Extracted records -

------------------------------------------------------------

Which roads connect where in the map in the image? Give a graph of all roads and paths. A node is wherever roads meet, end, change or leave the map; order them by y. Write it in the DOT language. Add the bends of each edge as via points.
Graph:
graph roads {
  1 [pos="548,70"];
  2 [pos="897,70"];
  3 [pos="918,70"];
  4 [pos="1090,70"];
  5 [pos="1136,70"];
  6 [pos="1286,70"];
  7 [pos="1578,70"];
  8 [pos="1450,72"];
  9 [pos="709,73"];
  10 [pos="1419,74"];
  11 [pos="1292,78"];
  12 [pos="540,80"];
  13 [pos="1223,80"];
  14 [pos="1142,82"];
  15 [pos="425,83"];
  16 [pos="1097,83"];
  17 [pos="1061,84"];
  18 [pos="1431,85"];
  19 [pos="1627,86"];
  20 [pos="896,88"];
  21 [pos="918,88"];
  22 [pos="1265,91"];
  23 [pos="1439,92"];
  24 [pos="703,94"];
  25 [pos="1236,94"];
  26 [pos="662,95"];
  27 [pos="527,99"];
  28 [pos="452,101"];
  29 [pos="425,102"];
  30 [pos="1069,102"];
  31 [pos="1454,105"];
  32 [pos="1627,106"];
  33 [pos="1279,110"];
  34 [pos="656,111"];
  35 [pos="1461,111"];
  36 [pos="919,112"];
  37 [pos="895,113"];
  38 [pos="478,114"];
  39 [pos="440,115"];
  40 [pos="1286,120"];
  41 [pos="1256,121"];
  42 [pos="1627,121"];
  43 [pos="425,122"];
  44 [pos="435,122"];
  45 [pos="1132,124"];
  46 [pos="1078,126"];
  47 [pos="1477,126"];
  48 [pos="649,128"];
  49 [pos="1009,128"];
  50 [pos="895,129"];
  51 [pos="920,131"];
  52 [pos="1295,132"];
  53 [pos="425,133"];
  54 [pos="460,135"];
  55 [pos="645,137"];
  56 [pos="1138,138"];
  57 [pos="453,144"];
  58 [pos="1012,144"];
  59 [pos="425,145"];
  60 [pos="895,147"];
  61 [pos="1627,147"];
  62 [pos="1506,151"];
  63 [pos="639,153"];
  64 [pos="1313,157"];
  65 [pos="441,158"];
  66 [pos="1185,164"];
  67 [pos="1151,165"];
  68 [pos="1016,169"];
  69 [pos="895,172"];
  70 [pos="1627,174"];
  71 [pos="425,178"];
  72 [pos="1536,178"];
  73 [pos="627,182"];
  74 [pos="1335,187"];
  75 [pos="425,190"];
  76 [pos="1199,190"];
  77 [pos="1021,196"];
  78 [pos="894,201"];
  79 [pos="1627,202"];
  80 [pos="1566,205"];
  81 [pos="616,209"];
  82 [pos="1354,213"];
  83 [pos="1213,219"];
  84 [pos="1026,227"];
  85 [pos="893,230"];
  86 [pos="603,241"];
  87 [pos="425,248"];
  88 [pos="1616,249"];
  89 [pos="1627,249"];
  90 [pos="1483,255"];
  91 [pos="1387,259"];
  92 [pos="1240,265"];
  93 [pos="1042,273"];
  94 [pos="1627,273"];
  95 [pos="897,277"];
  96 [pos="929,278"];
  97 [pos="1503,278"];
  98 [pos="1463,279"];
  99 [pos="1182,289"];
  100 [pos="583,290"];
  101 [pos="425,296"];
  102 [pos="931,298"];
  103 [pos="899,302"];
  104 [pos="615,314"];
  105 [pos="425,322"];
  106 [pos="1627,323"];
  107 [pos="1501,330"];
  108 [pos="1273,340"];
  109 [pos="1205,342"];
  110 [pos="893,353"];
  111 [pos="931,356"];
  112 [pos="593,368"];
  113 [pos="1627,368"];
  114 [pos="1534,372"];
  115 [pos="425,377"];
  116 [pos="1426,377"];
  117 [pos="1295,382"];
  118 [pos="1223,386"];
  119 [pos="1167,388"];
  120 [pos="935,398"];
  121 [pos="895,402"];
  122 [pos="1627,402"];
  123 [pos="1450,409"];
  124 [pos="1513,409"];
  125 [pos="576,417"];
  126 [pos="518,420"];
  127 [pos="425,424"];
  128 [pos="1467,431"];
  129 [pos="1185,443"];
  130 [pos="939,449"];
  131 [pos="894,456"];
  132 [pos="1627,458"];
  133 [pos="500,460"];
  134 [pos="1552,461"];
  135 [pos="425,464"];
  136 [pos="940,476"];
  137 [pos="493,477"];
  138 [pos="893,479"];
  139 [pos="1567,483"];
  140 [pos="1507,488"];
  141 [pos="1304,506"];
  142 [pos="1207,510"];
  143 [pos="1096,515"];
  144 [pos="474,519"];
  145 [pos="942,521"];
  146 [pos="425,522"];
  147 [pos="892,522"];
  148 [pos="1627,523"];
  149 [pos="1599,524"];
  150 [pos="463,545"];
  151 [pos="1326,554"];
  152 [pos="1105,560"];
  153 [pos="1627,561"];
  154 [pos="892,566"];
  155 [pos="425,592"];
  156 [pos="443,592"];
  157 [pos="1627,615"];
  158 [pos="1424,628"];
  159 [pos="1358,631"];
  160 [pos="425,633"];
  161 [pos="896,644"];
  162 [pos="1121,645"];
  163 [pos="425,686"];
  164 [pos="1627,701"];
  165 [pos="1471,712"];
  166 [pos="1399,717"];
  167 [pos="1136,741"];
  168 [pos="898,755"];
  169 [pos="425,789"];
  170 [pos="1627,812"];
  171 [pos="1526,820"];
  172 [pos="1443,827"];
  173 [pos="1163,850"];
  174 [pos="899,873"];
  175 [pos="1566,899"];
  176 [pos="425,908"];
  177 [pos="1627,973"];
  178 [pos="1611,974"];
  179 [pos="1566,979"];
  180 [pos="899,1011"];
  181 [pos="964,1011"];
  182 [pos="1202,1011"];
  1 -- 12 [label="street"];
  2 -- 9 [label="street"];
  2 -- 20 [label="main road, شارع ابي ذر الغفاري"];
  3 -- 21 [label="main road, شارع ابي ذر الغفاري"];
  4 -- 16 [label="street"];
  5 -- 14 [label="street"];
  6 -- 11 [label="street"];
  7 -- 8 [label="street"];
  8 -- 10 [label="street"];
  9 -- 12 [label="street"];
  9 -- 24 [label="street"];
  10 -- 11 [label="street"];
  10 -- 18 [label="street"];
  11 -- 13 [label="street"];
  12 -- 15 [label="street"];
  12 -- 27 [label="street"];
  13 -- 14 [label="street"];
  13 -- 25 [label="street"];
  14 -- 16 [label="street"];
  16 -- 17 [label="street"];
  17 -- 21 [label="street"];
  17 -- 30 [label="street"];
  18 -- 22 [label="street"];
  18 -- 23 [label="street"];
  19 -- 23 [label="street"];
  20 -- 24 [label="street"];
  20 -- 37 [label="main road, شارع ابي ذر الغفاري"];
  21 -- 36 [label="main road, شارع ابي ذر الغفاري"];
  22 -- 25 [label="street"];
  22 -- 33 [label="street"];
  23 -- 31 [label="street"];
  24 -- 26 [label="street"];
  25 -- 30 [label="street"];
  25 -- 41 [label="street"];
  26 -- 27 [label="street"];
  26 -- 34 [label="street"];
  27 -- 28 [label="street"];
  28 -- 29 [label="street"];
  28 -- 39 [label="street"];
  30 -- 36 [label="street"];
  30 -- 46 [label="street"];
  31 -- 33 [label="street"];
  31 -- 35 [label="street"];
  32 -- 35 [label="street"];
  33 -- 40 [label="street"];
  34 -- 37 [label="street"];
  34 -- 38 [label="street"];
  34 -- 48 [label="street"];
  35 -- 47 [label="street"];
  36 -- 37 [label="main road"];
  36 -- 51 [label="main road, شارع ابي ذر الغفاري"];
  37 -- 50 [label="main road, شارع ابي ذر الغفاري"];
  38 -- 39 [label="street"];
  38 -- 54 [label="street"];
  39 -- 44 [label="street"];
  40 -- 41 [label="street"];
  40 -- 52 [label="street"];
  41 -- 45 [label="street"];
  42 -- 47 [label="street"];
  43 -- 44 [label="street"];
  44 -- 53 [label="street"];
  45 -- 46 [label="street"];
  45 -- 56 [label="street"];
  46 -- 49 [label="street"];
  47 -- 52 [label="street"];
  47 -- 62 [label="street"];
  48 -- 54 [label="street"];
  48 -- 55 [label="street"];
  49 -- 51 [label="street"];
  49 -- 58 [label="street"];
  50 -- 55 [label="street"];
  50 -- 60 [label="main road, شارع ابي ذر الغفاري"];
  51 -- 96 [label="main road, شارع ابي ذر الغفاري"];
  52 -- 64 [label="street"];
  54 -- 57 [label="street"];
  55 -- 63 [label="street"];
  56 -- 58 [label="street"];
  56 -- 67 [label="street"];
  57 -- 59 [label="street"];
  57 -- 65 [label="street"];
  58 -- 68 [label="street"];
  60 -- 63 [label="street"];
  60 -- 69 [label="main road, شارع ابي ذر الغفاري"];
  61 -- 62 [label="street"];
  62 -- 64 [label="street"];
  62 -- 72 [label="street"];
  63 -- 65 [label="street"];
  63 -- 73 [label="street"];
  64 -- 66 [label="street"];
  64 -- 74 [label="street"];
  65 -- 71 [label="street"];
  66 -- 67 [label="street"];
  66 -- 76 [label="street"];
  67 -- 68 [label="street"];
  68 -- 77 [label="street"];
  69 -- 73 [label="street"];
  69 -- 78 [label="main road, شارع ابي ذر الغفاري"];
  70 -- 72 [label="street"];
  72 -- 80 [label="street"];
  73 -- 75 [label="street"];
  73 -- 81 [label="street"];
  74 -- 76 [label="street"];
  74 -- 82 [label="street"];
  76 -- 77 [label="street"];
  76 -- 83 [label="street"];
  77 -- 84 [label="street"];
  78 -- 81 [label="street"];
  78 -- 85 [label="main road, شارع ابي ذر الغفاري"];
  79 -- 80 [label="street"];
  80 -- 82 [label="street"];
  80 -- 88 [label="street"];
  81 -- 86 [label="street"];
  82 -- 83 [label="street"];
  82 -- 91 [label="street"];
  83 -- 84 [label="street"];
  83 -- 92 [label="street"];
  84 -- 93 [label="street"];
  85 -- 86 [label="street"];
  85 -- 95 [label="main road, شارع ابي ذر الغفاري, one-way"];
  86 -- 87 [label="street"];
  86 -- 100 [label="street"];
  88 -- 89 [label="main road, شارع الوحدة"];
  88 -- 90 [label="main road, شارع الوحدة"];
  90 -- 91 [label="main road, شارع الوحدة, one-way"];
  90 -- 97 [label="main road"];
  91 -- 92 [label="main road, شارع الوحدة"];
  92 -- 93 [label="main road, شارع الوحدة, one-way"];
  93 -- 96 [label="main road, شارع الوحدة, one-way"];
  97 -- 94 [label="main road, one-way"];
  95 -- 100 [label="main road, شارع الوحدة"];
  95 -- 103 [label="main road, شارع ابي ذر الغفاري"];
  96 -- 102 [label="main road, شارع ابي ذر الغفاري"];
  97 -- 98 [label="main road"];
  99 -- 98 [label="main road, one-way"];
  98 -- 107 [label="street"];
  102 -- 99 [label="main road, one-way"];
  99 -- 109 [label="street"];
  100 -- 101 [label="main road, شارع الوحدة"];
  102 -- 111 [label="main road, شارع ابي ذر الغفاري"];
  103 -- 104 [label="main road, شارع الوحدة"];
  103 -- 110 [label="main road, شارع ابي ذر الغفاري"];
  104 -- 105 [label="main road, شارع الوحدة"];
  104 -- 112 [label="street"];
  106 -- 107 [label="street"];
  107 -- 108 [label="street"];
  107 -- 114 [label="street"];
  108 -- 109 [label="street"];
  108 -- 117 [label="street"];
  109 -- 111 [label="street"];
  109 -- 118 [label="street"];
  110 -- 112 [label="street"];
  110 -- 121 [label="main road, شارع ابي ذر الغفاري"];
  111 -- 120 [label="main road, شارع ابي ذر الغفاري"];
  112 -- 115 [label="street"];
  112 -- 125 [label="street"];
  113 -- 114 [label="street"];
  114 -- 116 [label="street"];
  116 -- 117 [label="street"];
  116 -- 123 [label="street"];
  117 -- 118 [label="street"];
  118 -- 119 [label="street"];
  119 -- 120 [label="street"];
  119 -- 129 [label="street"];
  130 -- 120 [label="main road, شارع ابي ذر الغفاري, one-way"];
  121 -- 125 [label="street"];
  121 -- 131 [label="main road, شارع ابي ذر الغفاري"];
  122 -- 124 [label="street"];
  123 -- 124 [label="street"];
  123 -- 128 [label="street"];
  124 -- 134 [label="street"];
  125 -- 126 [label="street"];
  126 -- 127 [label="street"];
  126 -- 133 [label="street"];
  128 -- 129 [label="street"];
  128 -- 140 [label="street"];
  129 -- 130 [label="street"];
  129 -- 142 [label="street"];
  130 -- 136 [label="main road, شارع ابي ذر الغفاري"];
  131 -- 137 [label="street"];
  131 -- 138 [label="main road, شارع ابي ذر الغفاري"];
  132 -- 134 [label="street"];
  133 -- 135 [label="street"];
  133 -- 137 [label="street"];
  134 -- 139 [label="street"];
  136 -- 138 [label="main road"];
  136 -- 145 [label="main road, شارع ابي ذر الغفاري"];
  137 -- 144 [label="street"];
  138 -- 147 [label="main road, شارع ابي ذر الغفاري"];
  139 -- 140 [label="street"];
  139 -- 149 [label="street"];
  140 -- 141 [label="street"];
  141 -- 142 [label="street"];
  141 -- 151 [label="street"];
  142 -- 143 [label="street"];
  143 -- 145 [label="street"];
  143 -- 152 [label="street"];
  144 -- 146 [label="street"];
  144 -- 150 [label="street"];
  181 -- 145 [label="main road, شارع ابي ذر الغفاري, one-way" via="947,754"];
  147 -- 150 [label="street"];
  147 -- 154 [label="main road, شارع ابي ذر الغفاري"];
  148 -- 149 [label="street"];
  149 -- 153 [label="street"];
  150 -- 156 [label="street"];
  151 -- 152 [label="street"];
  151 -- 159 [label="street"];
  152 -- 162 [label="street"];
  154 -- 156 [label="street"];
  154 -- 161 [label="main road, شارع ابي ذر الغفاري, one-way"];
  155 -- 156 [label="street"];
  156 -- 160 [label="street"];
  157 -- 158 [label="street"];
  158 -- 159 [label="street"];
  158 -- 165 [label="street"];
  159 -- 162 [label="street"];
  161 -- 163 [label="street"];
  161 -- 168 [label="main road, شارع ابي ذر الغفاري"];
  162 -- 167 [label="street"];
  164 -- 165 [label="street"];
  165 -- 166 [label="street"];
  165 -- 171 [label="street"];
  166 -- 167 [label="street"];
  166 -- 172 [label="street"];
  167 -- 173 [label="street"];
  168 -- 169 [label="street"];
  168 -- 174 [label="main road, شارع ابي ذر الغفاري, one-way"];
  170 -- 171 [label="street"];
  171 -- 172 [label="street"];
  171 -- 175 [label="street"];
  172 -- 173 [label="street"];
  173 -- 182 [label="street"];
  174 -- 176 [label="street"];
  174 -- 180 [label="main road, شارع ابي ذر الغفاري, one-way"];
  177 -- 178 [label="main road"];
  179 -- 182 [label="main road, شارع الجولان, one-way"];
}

------------------------------------------------------------

WORK REQUEST - Copy out each line of the entries that holds "roads".

RESPONSE TO THIS EXERCISE -
Which roads connect where in the map in the image? Give a graph of all roads and paths. A node is wherever roads meet, end, change or leave the map; order them by y. Write it in the DOT language. Add the bends of each edge as via points.
graph roads {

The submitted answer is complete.